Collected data
- Opening Delimiter -
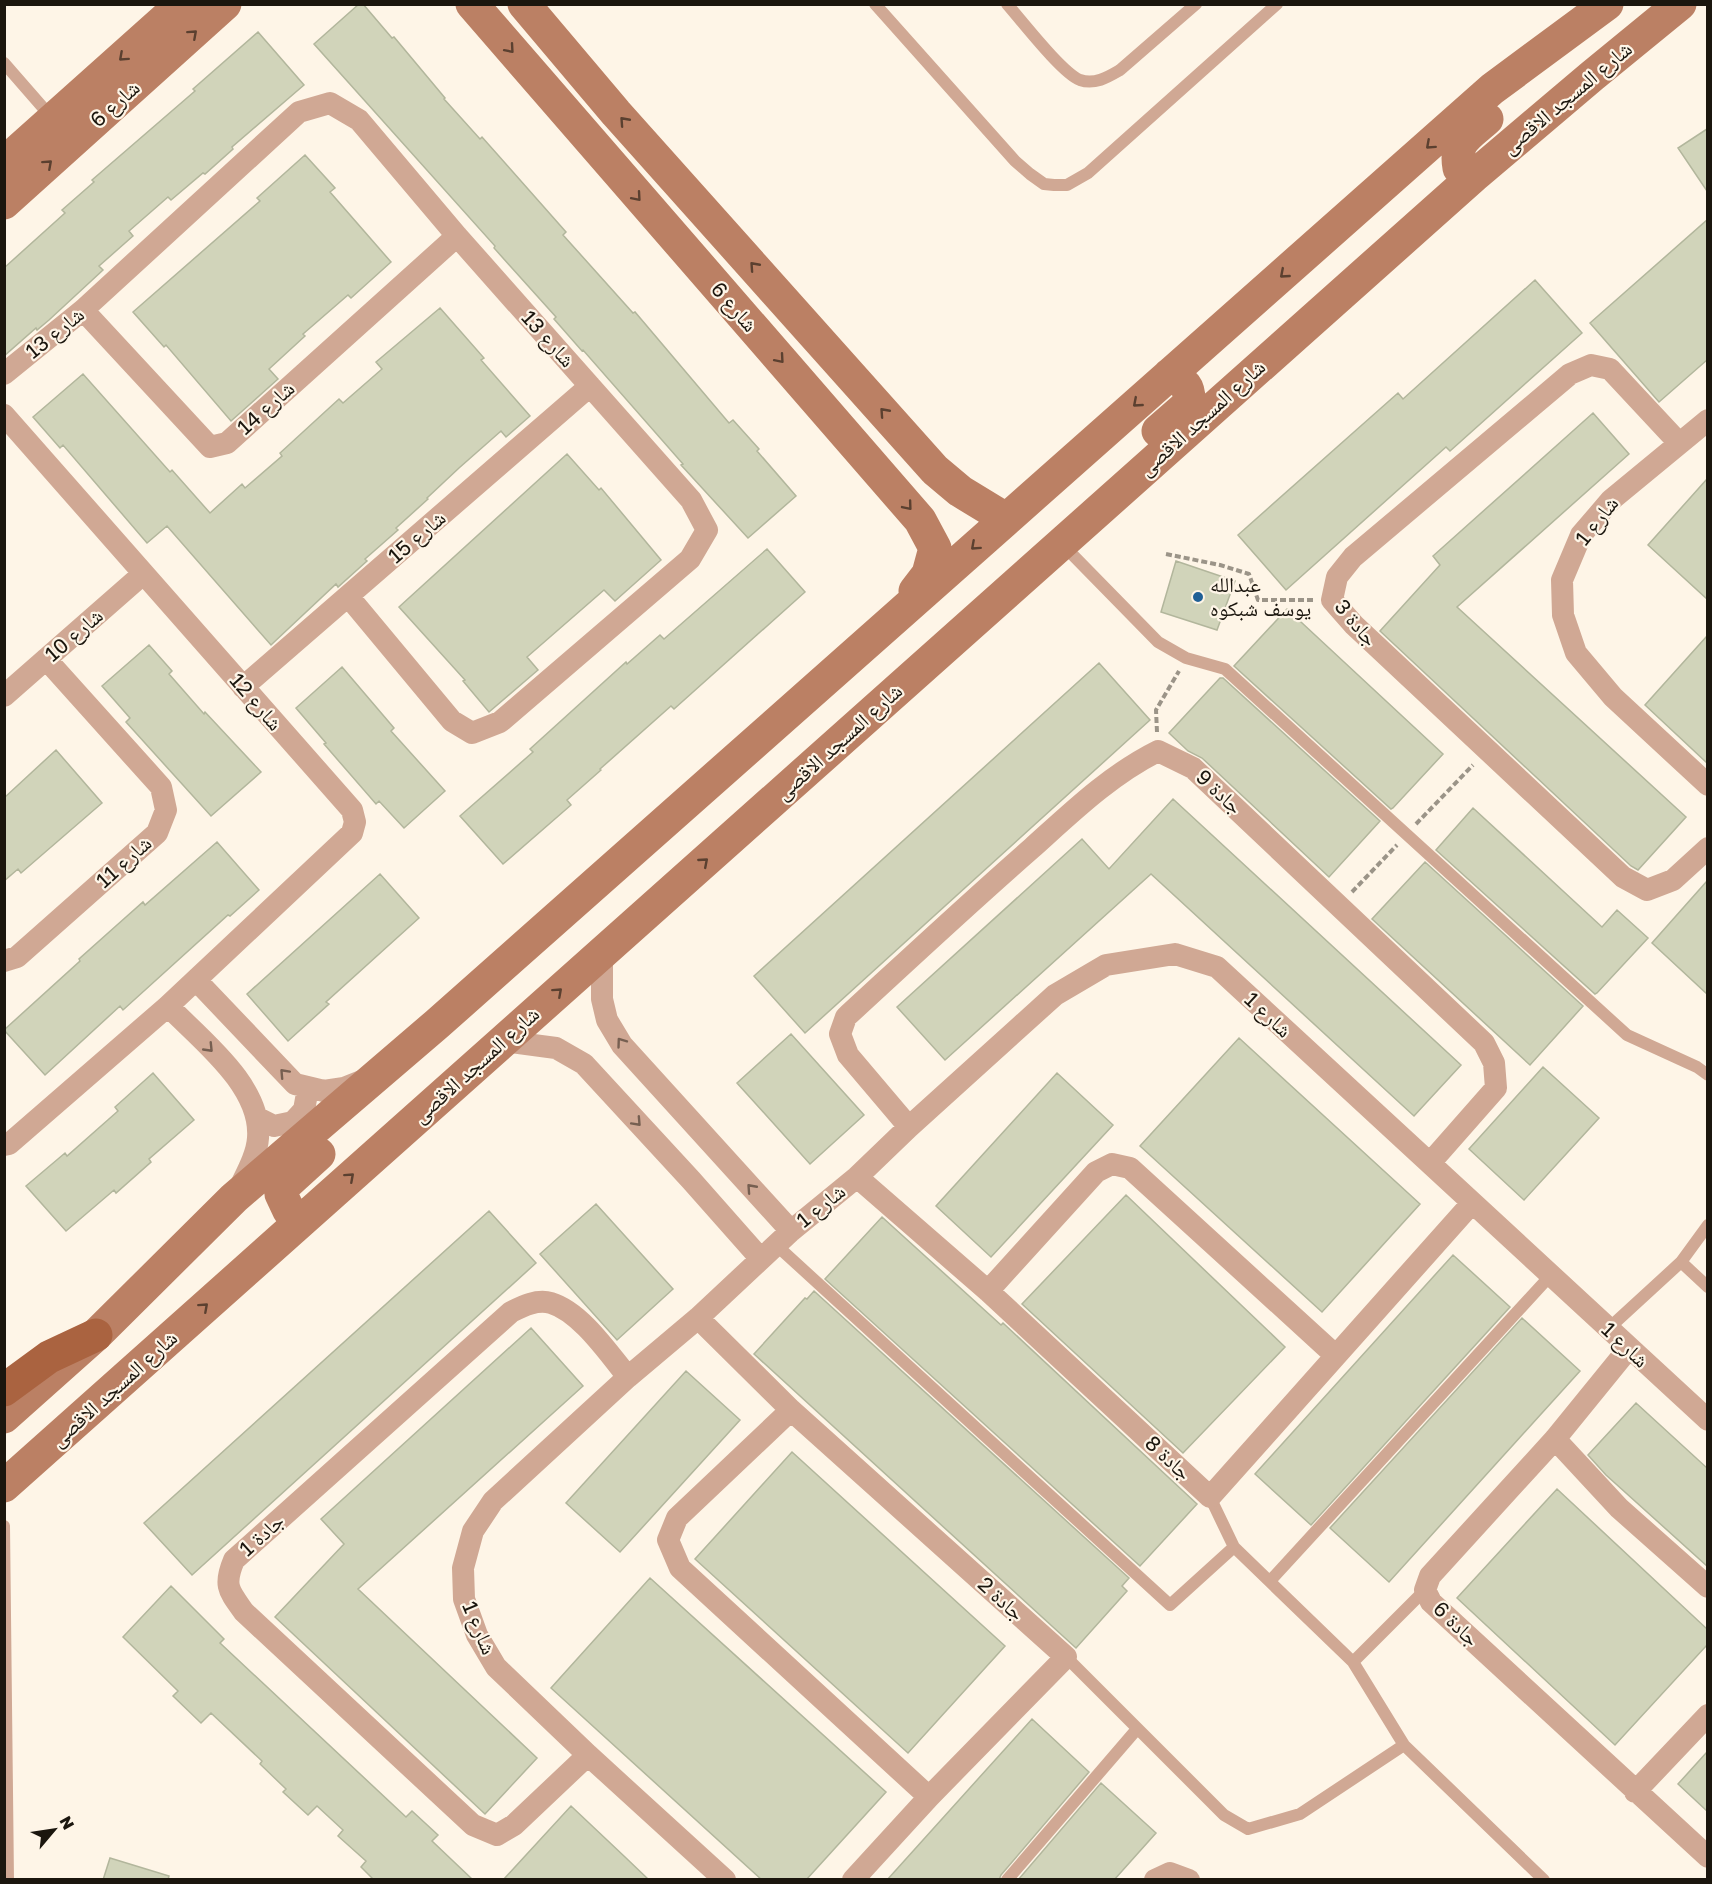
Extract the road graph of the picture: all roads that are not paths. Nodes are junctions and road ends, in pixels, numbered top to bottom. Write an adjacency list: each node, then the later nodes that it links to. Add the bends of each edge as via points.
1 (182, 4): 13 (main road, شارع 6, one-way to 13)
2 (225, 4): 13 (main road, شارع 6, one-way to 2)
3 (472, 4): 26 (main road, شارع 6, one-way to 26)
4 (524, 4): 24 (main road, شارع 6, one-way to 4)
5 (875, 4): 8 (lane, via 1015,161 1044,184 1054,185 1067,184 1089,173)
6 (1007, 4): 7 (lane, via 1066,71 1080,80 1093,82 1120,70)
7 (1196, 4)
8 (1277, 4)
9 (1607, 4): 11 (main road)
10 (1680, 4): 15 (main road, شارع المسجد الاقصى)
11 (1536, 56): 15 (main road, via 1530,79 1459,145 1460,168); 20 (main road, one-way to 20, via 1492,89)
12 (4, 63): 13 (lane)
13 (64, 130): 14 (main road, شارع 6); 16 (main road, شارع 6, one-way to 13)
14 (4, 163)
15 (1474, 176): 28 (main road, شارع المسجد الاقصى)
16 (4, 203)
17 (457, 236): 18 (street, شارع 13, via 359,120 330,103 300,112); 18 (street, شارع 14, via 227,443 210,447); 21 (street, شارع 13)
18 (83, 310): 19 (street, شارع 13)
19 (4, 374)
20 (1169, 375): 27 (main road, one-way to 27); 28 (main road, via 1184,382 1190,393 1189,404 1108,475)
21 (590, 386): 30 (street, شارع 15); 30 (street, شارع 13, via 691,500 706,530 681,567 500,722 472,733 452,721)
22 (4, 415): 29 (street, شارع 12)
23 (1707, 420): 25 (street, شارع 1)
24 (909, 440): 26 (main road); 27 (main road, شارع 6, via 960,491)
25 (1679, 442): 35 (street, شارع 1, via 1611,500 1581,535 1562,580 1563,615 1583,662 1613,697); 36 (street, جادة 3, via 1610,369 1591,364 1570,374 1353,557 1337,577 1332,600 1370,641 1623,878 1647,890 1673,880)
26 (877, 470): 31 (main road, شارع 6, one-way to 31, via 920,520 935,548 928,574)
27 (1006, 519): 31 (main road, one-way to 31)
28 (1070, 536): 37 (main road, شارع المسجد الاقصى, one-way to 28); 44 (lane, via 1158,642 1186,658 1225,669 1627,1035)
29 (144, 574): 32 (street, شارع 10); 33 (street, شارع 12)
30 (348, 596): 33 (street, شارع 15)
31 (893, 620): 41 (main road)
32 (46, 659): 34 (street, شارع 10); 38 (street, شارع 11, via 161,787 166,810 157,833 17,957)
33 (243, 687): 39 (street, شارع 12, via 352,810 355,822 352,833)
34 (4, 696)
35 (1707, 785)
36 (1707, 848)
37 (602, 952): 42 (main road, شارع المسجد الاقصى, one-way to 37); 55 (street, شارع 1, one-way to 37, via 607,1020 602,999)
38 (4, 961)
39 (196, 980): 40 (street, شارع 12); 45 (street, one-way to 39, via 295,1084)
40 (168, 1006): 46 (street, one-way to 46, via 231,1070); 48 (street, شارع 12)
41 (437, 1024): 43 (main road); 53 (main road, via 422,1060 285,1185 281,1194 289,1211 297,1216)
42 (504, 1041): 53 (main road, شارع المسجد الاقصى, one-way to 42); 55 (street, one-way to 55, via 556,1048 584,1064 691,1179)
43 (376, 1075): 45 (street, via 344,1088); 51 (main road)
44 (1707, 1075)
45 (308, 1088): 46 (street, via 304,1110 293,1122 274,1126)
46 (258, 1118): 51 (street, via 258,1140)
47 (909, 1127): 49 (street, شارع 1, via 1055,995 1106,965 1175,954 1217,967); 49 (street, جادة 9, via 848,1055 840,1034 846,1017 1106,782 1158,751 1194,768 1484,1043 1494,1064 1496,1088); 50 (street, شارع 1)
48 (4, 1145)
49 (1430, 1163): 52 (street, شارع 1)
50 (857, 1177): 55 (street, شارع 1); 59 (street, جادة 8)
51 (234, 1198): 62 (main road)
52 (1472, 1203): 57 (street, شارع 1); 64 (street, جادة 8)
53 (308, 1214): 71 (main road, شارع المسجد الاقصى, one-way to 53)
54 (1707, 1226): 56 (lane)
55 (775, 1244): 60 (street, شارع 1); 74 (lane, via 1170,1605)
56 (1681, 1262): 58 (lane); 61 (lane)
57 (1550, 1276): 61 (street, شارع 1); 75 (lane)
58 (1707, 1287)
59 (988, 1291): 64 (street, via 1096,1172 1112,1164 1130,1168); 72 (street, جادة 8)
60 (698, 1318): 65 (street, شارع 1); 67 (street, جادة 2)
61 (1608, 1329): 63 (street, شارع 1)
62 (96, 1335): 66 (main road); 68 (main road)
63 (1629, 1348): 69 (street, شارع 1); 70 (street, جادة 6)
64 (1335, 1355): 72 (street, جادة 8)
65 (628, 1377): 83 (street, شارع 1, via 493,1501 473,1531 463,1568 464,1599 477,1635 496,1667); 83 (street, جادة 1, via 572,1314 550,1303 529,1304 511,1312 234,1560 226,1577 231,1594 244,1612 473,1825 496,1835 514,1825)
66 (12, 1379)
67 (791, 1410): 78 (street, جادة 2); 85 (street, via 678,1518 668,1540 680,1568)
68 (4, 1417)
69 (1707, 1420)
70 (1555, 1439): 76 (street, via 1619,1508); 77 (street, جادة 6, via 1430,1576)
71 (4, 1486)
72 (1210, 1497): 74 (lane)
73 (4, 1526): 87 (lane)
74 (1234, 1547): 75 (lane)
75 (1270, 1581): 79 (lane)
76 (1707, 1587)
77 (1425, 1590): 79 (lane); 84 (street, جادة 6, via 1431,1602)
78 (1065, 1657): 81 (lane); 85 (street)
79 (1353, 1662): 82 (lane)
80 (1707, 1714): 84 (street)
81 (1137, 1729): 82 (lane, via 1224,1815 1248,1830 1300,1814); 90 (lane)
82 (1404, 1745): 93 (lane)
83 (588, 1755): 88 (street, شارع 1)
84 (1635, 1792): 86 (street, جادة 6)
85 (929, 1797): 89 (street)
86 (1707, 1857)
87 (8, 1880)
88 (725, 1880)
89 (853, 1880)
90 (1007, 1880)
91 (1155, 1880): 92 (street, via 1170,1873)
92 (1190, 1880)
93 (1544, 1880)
- Closing Delimiter -
What to do
Nothing but a number belongs in the answer, namely how many lines above include "المسجد".

Answer space
6